BEGIN DATA

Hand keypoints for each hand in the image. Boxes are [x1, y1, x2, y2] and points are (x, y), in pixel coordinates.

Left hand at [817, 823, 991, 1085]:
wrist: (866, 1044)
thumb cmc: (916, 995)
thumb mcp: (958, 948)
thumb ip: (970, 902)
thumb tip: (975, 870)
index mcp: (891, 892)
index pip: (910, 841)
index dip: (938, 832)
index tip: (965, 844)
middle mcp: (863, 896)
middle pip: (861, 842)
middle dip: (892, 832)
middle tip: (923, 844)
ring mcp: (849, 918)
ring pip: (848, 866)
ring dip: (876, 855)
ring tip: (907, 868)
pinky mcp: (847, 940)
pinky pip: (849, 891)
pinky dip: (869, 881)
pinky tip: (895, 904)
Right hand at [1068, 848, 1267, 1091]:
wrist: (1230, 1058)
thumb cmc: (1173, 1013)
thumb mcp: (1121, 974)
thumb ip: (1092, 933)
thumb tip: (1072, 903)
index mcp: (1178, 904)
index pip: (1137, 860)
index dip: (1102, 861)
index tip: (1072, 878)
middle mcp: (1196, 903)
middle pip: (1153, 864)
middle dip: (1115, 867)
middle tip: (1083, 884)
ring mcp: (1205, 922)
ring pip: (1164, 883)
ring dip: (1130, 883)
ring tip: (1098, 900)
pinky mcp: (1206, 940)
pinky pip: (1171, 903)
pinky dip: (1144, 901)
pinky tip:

END DATA

What is needed is an exact reproduction of the data.

Hand keypoints for each hand in the image. Boxes are [x1, y1, x2, y2] and points are (x, y), in pixel coordinates.

Left hand at [817, 823, 991, 1085]:
wrist: (866, 1044)
thumb cmc: (916, 995)
thumb mcp: (958, 948)
thumb ip: (970, 902)
thumb tip: (975, 870)
index mcp: (891, 892)
index pip: (910, 841)
index dip: (938, 832)
index tip: (965, 844)
middle mcp: (863, 896)
middle pip: (861, 842)
middle dip: (892, 832)
middle tip: (923, 844)
ring mcp: (849, 918)
ring pip: (848, 866)
ring dip: (876, 855)
ring tip: (907, 868)
pinky mcp: (847, 940)
pinky pip: (849, 891)
pinky dip: (869, 881)
pinky tip: (895, 904)
Right hand at [1068, 848, 1267, 1091]:
wrist: (1230, 1058)
thumb cmc: (1173, 1013)
thumb mcp: (1121, 974)
thumb ip: (1092, 933)
thumb tip: (1072, 903)
index mcp: (1178, 904)
index pip: (1137, 860)
index dip: (1102, 861)
index tip: (1072, 878)
middle mcp: (1196, 903)
middle pip: (1153, 864)
middle dip: (1115, 867)
middle tip: (1083, 884)
ring mcp: (1205, 922)
ring pip: (1164, 883)
ring dip: (1130, 883)
ring tip: (1098, 900)
pinky mcp: (1206, 940)
pinky pip: (1171, 903)
pinky dip: (1144, 901)
pinky tip:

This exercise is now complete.